Hosea could’ve just obeyed God and went and bought her back. But to love her, he had to forgive her.

We love to apply old testament Bible stories to our lives. God can kill our giants, He walks with us through the fire, He sets us in places for such a time, He shuts hungry lions’ months, He parts our sea when there’s no way around.

But He also calls us to forgive.

Can you imagine what our world would be like if we forgave? (I’m not talking about breaking laws, there should be consequences to those actions.) But if everyone that got offended, if everyone that got hurt, would just forgive. What would our churches look like? Our relationships, our families, our marriages?

Forgiveness doesn’t justify what they did.

Forgiveness doesn’t erase the hurt or the pain.

Forgiveness shows them a picture of Christ.

“For if ye forgive men their trespasses, your heavenly Father will also forgive you: But if ye forgive not men their trespasses, neither will your Father forgive your trespasses.” Matthew 6:14‭-‬15

We know this verse. But I don’t think we really grasp it. Jesus never minced words. He never watered down truth. If we don’t forgive, we won’t be forgiven.

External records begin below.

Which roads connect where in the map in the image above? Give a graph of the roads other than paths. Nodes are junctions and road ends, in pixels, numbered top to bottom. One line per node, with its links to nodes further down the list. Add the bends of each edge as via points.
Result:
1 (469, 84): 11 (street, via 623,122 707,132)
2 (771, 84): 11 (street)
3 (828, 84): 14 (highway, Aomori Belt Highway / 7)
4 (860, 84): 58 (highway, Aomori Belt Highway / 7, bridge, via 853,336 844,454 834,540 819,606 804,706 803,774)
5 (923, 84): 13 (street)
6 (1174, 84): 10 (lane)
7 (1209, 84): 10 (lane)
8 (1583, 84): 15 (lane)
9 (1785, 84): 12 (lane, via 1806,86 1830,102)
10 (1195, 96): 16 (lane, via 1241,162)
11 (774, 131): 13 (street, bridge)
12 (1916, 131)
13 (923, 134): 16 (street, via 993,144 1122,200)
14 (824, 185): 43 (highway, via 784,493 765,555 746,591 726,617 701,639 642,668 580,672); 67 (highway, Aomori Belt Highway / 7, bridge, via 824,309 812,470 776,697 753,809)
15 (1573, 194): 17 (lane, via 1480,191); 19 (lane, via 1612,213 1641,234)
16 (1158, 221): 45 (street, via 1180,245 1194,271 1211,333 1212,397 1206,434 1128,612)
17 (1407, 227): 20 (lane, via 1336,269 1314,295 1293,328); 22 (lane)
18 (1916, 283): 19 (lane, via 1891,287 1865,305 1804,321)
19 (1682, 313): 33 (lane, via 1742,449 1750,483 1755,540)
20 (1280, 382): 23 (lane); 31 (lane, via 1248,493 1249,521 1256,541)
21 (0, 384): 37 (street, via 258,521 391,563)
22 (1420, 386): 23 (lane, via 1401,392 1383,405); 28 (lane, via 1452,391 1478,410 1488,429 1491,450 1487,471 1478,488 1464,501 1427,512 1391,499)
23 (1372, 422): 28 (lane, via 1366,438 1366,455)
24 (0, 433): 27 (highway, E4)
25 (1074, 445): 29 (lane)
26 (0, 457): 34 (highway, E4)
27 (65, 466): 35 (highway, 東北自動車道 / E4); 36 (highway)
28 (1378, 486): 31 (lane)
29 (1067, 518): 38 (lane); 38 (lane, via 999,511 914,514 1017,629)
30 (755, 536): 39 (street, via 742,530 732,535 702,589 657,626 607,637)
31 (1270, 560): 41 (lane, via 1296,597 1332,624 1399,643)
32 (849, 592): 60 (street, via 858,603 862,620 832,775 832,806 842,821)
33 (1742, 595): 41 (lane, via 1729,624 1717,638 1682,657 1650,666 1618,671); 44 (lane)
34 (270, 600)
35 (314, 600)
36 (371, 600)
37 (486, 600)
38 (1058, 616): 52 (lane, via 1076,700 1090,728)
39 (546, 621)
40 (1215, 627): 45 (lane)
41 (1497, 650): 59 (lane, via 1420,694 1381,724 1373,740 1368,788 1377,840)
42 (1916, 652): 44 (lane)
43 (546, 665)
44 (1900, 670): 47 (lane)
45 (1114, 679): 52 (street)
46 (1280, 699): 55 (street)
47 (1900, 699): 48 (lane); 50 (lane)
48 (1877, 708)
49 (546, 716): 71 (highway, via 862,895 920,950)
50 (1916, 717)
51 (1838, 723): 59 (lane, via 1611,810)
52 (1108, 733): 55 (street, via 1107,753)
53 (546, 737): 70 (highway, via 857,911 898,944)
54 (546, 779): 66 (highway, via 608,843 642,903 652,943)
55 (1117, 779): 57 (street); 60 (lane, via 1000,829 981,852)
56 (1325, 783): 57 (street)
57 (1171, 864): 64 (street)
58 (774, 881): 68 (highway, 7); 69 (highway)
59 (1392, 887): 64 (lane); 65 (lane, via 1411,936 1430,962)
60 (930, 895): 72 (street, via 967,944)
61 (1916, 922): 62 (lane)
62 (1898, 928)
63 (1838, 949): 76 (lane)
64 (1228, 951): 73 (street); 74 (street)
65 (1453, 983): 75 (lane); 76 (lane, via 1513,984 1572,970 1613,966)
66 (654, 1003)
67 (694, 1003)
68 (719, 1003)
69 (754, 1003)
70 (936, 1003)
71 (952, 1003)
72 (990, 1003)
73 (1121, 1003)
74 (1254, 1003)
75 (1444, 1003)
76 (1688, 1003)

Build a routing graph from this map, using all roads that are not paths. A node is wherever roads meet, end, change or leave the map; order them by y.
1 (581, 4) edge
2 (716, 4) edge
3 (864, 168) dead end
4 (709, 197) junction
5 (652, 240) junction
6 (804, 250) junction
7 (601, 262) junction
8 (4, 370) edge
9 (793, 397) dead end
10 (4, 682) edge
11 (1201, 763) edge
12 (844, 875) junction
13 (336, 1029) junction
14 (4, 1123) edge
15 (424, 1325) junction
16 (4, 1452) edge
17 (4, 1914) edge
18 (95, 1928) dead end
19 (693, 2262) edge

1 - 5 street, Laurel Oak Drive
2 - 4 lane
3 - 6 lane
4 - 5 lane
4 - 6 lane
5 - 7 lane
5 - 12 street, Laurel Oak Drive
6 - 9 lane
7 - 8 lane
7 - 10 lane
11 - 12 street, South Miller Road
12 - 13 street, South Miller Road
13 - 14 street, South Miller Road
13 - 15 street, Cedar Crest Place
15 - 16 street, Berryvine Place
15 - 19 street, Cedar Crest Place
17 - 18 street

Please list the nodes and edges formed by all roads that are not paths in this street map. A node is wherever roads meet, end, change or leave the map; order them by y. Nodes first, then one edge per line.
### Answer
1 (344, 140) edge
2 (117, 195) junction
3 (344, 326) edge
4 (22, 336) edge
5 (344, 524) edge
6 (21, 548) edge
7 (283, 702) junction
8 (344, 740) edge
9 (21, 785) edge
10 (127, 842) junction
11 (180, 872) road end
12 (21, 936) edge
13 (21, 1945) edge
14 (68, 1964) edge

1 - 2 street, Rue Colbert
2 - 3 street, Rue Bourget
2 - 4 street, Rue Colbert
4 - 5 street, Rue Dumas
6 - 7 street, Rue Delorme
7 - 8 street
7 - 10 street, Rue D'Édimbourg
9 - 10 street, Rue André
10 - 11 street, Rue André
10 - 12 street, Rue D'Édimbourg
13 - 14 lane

I don’t know if maybe we think, well He’s God. Of course He can forgive. Or if we just don’t care. Being angry and holding a grudge feels better than trying to forgive someone. Especially if they never change.

But Jesus didn’t just forgive while He was in Heaven. While He was far removed from us. He forgave while He hung on a cruel tree. Surrounded by people who hated Him. Had beaten Him beyond recognition. Who laughed and mocked and scorned Him. He was still 100% God. But He was also 100% man. And that supernatural part allowed Him to forgive. But that human part could’ve asked His Father to make it stop. To remove the pain. To kill those who deserved death.

And yet, even then, He didn’t.

He understands. He knows.

He doesn’t expect us to stop hurting. To be able to make the pain stop. He just wants us to forgive.

We will always have our humanity. But through Him alone, we have the supernatural ability to forgive.

God can heal the hurt
God can ease the pain
God can mend the brokenness of every single heartache.
God can use the soul
That longs to be like Him
What better way to show Christ’s love than when…
We forgive.

No wonder we have no power. No wonder no one wants to be a Christian. We can talk like Jesus. But when it comes to showing a world the thing that would make us most like Him, we fail.

We need to focus on forgiving each other. How do we do that? We focus on how much God has forgiven us.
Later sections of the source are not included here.